Source data.
%%

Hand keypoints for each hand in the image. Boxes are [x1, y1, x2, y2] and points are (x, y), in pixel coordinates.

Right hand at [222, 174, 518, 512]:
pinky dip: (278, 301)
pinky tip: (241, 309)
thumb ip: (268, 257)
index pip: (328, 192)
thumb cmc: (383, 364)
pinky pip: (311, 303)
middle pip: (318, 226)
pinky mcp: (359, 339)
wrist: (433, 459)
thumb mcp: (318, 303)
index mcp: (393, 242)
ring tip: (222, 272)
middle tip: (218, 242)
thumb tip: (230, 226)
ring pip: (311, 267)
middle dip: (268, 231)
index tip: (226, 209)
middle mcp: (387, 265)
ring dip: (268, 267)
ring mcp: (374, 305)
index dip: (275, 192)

%%
%%

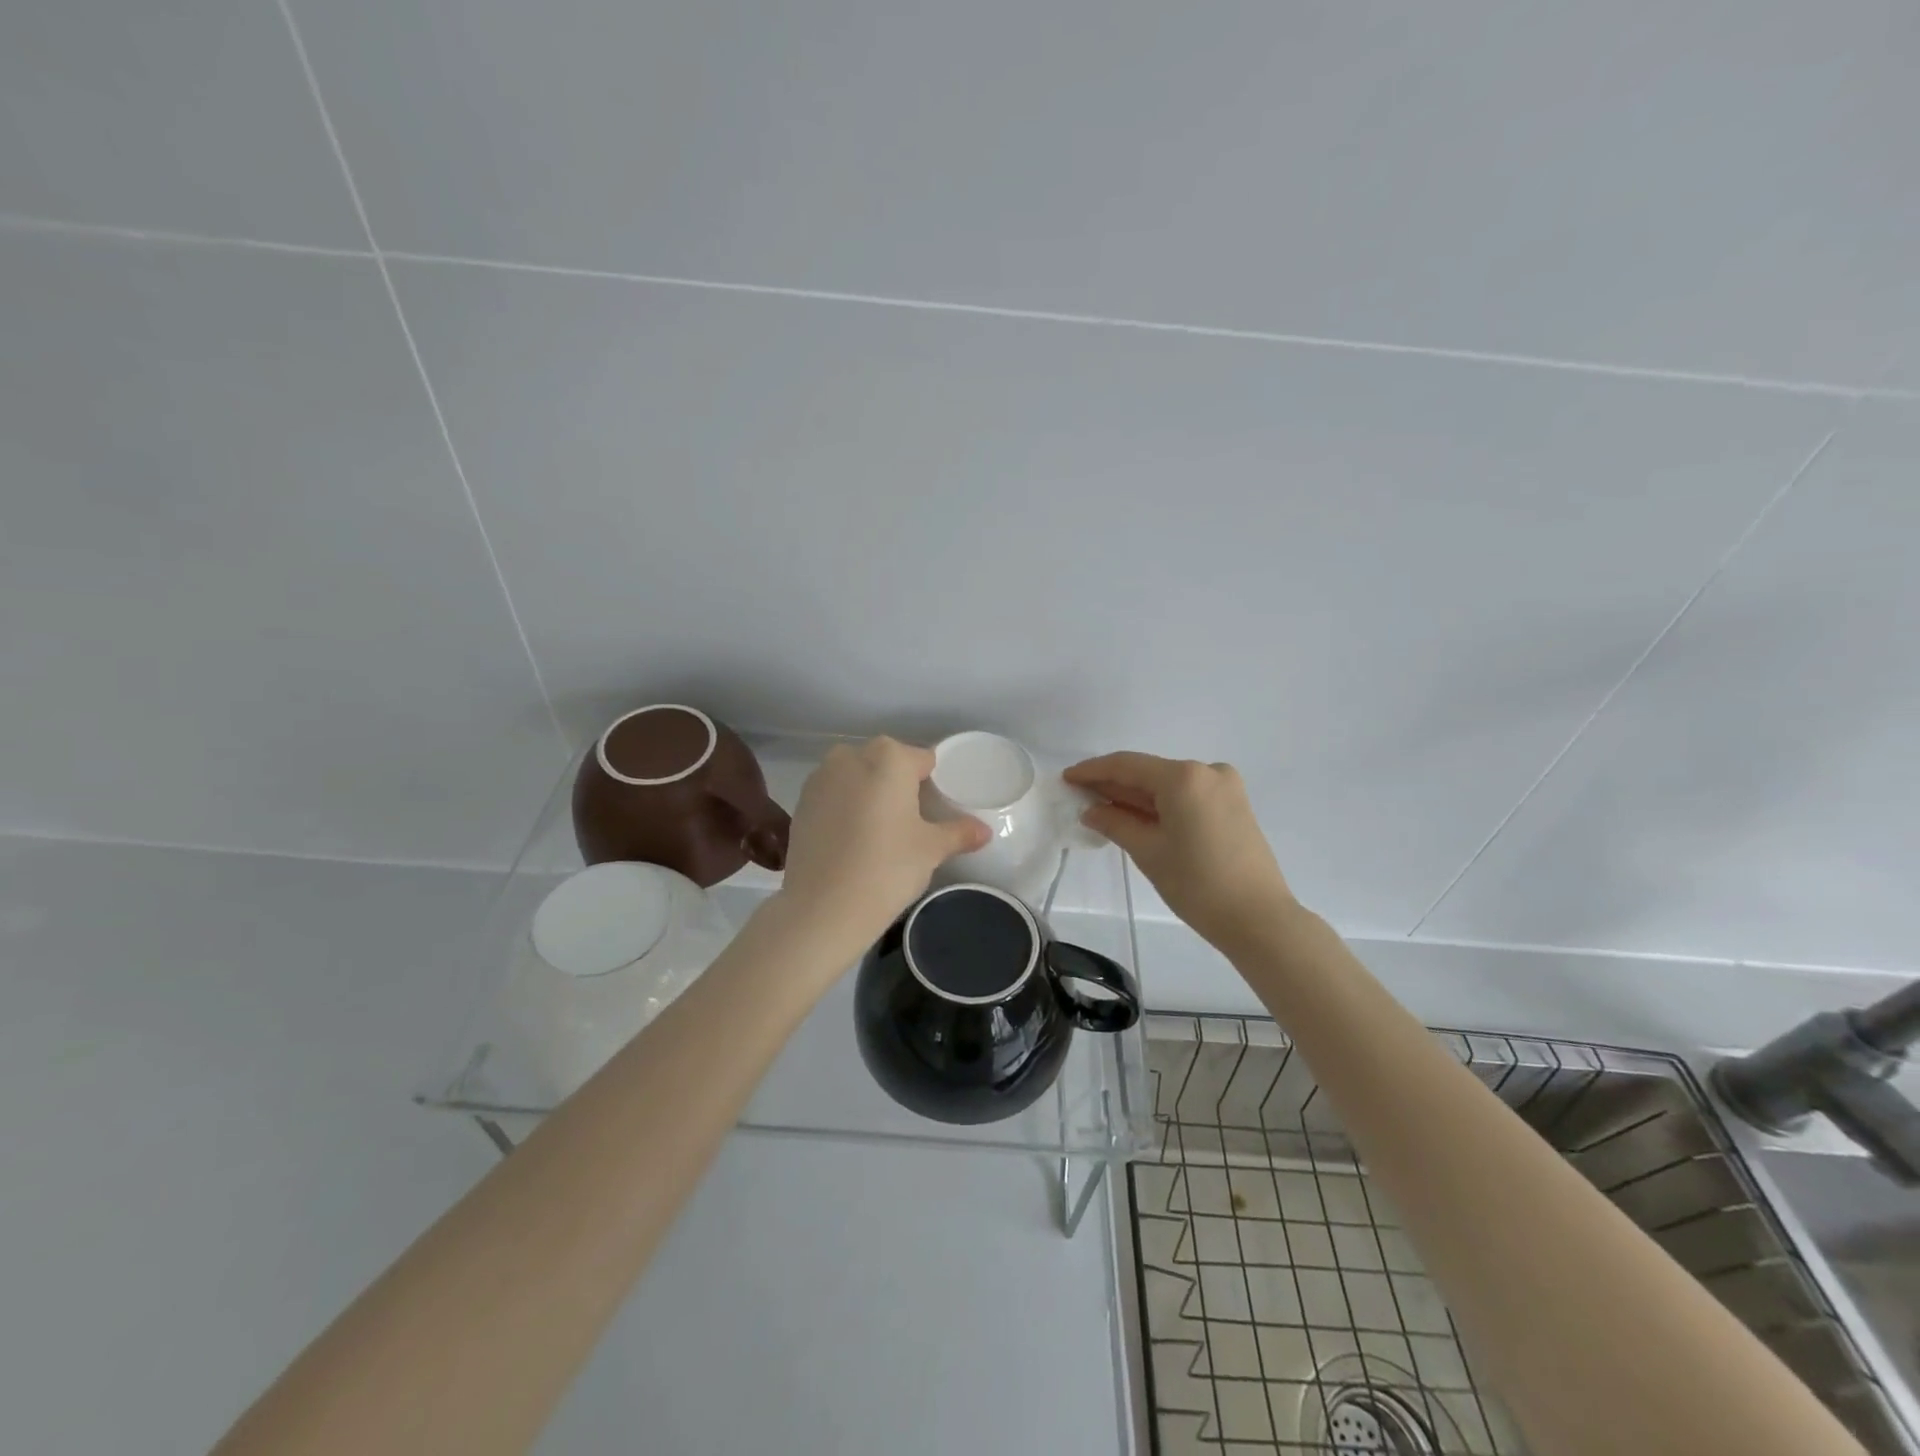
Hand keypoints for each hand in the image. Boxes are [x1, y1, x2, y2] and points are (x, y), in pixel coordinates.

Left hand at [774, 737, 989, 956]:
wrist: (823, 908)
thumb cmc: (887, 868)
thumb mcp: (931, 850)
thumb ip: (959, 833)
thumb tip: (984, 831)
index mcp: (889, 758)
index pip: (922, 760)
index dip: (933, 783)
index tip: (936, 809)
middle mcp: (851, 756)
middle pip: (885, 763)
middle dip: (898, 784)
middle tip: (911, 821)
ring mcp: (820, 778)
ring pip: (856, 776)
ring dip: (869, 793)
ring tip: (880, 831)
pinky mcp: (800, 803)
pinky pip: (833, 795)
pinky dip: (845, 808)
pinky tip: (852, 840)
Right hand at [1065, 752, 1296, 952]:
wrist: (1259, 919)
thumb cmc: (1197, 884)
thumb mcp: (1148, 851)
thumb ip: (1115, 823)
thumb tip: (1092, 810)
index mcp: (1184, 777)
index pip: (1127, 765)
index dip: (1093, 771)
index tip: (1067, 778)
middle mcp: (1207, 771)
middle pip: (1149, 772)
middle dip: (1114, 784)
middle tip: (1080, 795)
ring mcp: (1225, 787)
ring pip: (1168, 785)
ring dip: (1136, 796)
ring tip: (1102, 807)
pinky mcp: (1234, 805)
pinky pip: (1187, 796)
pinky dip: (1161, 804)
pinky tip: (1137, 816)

%%

Scan the entries above and return each line that holds "ring".

ring tip: (222, 272)
ring pip: (311, 267)
ring dip: (268, 267)
ring mcp: (374, 305)
ring mcp: (820, 778)
ring pip: (856, 776)
ring dip: (869, 793)
ring tip: (880, 831)
ring mcp: (1225, 787)
ring pip: (1168, 785)
ring dip: (1136, 796)
ring tip: (1102, 807)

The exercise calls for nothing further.